(Belfast) L’Irlande du Nord devrait prochainement avoir des élections anticipées, après l’échec jeudi d’une réunion de la dernière chance des élus nord-irlandais qui n’a pas permis de sortir de l’impasse politique causée par le statut post-Brexit de la province.  

Les élus avaient jusqu’à jeudi soir minuit pour s’entendre après des mois de blocage politique. Mais cette échéance a été dépassée sans trouver d’accord. L’Irlande du Nord devrait donc bientôt connaître des élections anticipées. Des médias britanniques ont indiqué qu’elles pourraient se tenir mi-décembre.  

Le blocage politique est dû au fait que le parti unioniste DUP, opposé aux dispositions post-Brexit, refuse de participer à l’assemblée locale, empêchant la formation d’un exécutif qui doit être partagé avec les républicains du Sinn Fein, victorieux des élections locales en mai.

Les espoirs d’un compromis à l’assemblée, qui s’est réunie jeudi à la mi-journée, ont été douchés avant même le début de la séance par le dirigeant du DUP Jeffrey Donaldson.

« Nous ne considérons pas qu’il y ait eu suffisamment de progrès », a-t-il affirmé.

Il a rappelé que la position du DUP « restait la même » que depuis mai, à savoir que le parti « ne participerait pas à un exécutif tant qu’aucune action décisive n’ait été prise concernant le protocole ».

Casse-tête de la frontière

Les unionistes, attachés à l’appartenance de l’Irlande du Nord au Royaume-Uni, réclament l’abrogation de cet accord négocié entre Londres et Bruxelles au moment du Brexit, qui instaure un statut douanier particulier à la province pour éviter le retour d’une frontière physique avec la République d’Irlande voisine.

Selon eux, le protocole porte atteinte à l’intégrité du Royaume-Uni, car il crée une frontière douanière de fait entre l’Irlande du Nord et le reste du pays.

Le boycottage du DUP bloque les institutions locales. Car même si c’est le Sinn Fein – favorable à une réunification de l’île d’Irlande – qui a remporté les élections dans la province en mai, l’accord de paix de 1998 qui mit fin à trois décennies de conflit stipule que l’exécutif doit être partagé entre unionistes, surtout protestants, et républicains en majorité catholiques.

« À une période où tant de travailleurs, de familles et d’entreprises souffrent de la crise du coût de la vie […] les gens ont besoin de savoir qu’ils peuvent compter sur nous », a affirmé devant les députés la dirigeante nord-irlandaise du Sinn Fein, Michelle O’Neill, qui aurait dû devenir première ministre de la province en mai.  

« Nous voilà dans cette Chambre aujourd’hui », a-t-elle ajouté. « Nous pourrions nommer un président, un premier ministre, un premier ministre adjoint et un nouvel exécutif qui pourraient immédiatement agir pour mettre de l’argent dans les poches des gens.
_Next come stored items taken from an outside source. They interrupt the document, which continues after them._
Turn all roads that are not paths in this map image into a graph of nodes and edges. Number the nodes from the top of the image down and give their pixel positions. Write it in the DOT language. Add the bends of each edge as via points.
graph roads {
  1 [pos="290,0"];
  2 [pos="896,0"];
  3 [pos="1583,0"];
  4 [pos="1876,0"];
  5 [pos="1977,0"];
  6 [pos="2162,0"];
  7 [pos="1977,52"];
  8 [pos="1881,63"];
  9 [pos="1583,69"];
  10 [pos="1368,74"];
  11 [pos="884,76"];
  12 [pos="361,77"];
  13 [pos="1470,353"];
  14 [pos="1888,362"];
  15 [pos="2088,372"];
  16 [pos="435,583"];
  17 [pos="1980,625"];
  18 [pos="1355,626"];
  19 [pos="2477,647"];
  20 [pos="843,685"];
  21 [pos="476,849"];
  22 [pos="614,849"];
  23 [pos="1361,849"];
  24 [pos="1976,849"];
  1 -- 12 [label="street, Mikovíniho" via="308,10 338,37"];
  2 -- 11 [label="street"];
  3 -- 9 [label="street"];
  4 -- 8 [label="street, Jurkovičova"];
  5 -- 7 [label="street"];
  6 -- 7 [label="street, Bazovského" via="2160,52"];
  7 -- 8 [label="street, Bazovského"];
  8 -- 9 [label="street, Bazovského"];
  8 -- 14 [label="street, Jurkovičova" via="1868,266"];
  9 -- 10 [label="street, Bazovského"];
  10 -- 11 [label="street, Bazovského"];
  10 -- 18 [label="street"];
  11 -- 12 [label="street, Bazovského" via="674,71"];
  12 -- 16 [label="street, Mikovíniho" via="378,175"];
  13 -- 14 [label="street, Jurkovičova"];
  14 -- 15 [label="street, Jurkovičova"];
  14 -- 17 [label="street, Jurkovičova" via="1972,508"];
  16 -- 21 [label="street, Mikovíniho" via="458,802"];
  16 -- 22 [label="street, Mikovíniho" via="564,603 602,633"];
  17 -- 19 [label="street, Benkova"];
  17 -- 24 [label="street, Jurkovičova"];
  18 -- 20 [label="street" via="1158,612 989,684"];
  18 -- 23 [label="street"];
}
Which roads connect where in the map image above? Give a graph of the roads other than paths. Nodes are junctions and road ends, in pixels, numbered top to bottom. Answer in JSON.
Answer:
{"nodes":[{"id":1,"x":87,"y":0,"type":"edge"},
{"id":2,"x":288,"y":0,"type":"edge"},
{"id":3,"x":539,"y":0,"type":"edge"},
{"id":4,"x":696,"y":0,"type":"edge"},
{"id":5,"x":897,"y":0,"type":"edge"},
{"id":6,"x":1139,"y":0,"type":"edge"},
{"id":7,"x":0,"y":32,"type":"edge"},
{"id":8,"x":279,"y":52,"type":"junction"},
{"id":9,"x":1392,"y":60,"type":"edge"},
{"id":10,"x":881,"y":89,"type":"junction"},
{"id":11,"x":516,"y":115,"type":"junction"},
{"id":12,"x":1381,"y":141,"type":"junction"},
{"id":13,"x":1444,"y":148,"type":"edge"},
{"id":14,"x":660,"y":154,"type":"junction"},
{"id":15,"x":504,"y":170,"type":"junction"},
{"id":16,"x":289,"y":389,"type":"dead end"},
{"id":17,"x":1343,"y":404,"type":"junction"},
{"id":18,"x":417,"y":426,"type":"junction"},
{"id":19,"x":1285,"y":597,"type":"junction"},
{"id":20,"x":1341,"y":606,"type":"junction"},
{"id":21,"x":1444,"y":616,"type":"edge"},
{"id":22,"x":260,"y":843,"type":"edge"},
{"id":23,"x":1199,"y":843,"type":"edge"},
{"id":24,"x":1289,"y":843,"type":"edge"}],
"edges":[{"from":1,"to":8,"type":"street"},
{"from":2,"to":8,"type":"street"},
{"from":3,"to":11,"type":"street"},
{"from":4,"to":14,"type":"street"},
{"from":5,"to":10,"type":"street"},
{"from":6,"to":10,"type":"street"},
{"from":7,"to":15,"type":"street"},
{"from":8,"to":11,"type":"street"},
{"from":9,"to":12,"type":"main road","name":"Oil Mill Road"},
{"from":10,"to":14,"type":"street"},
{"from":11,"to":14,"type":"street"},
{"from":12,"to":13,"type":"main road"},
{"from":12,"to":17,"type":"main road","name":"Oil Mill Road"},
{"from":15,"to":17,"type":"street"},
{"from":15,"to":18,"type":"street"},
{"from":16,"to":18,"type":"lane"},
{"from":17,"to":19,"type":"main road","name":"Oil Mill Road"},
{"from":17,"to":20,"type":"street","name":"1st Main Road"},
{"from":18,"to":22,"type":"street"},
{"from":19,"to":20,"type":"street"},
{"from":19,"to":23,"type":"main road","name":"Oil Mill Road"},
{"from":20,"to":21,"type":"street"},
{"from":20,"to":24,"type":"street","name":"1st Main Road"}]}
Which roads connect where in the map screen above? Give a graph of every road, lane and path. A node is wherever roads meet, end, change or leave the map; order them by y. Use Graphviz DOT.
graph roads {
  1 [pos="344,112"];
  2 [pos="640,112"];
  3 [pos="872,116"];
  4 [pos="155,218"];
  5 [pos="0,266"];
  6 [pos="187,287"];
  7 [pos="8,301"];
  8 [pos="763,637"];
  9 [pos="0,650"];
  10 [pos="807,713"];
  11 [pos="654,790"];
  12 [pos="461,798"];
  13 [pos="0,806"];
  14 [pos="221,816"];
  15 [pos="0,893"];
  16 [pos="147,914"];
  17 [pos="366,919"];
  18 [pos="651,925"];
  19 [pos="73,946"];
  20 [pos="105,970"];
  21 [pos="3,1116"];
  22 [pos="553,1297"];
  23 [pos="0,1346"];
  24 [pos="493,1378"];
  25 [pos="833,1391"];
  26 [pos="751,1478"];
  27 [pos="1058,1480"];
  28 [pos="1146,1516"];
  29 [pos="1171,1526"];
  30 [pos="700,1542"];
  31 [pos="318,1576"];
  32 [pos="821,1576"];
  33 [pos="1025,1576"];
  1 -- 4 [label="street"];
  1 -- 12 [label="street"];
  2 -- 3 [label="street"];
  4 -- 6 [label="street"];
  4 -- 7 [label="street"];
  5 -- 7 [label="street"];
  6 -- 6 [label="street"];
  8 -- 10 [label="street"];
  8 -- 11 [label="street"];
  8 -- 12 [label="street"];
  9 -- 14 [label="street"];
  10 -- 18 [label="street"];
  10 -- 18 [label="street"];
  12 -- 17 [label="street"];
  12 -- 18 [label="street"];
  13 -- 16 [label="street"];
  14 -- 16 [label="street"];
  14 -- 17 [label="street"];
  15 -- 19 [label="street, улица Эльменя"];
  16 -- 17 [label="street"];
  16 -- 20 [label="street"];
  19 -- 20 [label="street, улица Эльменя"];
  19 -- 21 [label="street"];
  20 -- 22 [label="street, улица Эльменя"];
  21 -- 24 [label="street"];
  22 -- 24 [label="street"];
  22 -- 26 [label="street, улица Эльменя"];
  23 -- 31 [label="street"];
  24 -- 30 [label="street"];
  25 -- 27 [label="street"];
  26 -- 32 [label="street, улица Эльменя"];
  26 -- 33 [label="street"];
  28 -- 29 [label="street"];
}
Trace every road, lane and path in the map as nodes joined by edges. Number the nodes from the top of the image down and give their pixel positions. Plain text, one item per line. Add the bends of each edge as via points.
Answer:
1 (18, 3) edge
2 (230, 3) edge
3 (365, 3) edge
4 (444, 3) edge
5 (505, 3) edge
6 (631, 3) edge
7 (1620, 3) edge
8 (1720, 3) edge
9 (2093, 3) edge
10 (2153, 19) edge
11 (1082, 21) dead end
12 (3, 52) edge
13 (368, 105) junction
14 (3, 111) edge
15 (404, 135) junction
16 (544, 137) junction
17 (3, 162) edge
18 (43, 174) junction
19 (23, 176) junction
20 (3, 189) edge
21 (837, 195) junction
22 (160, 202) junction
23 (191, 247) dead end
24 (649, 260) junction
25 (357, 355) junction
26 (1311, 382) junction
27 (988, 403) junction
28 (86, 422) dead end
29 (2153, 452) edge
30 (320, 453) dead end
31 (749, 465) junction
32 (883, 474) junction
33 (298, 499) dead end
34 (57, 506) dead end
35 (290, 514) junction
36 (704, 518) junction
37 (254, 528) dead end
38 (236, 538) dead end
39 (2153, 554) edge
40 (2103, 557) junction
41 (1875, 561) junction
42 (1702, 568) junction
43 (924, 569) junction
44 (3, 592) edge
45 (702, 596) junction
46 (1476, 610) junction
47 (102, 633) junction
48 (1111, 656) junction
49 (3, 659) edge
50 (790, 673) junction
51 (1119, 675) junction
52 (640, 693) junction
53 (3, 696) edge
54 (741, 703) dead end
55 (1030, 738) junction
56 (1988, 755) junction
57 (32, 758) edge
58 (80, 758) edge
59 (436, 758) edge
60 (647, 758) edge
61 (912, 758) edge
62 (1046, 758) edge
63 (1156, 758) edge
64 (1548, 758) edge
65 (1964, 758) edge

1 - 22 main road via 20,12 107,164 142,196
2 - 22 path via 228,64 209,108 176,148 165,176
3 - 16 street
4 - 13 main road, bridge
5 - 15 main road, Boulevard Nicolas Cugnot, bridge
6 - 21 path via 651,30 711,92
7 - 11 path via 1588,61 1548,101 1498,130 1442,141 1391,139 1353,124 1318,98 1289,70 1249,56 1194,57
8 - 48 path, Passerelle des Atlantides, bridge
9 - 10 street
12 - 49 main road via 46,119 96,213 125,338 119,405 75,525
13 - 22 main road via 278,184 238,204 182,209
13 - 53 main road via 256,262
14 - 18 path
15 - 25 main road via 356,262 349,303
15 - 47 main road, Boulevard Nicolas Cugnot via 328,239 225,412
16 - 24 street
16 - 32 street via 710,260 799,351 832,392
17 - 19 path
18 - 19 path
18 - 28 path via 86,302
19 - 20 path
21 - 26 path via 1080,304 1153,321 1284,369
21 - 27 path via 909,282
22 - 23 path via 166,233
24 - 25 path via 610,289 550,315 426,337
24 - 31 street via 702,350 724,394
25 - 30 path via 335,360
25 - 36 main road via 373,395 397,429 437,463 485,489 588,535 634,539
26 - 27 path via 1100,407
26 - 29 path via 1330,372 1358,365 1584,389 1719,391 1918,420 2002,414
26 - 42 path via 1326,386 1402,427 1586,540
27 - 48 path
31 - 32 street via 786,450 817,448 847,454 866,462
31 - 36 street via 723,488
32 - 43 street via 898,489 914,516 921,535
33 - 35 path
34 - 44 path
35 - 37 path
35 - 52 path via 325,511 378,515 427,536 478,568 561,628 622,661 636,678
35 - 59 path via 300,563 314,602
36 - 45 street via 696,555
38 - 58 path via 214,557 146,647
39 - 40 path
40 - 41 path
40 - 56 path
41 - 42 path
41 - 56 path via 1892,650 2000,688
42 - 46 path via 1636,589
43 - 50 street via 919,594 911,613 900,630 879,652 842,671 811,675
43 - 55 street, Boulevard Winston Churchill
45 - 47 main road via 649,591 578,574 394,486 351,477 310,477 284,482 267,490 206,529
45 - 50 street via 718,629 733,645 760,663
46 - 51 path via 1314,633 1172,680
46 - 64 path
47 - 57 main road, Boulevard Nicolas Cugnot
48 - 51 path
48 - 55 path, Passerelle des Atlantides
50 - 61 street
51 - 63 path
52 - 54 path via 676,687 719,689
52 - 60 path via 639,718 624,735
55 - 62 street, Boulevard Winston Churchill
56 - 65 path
Mais le DUP continue de nier le résultat de l’élection de mai. »

Faute de gouvernement, c’est Londres qui gère les affaires courantes, mais de nombreux dossiers sont gelés.

Solution « négociée »

« Le temps presse », avait affirmé dès mercredi soir le ministre britannique chargé de l’Irlande du Nord, Chris Heaton-Harris, répétant qu’il convoquerait une élection faute d’accord d’ici jeudi soir minuit. Il s’est déplacé mercredi à Belfast pour convaincre les différents partis de s’entendre. En vain.

« Nous pressons [le DUP] à retourner à l’assemblée, car le peuple d’Irlande du Nord mérite un exécutif local élu et opérationnel », a insisté Downing Street jeudi.

Londres veut renégocier l’accord avec Bruxelles qui n’accepte que des aménagements mineurs. Les précédents gouvernements britanniques ont présenté un projet de loi modifiant unilatéralement le protocole, s’attirant les foudres de Bruxelles.

Confronté à cette crise dès sa première semaine au pouvoir, le nouveau premier ministre britannique Rishi Sunak s’est entretenu du sujet avec son homologue irlandais Micheal Martin et la présidente de la Commission européenne Ursula von der Leyen. Il leur a assuré préférer une « solution négociée ».  

En attendant, le chef du DUP Jeffrey Donaldson s’est dit « prêt à se lancer dans la bataille » électorale, moins de six mois après le dernier scrutin. Il a même averti que la propagande électorale du parti avait déjà été approuvée.

La défaite de son parti aux dernières élections reflète une tendance de fond dans la province britannique, créée au départ pour les protestants unionistes : les catholiques y sont désormais plus nombreux, selon un récent recensement, ce qui est de nature à encourager les partisans d’une réunification avec la République d’Irlande.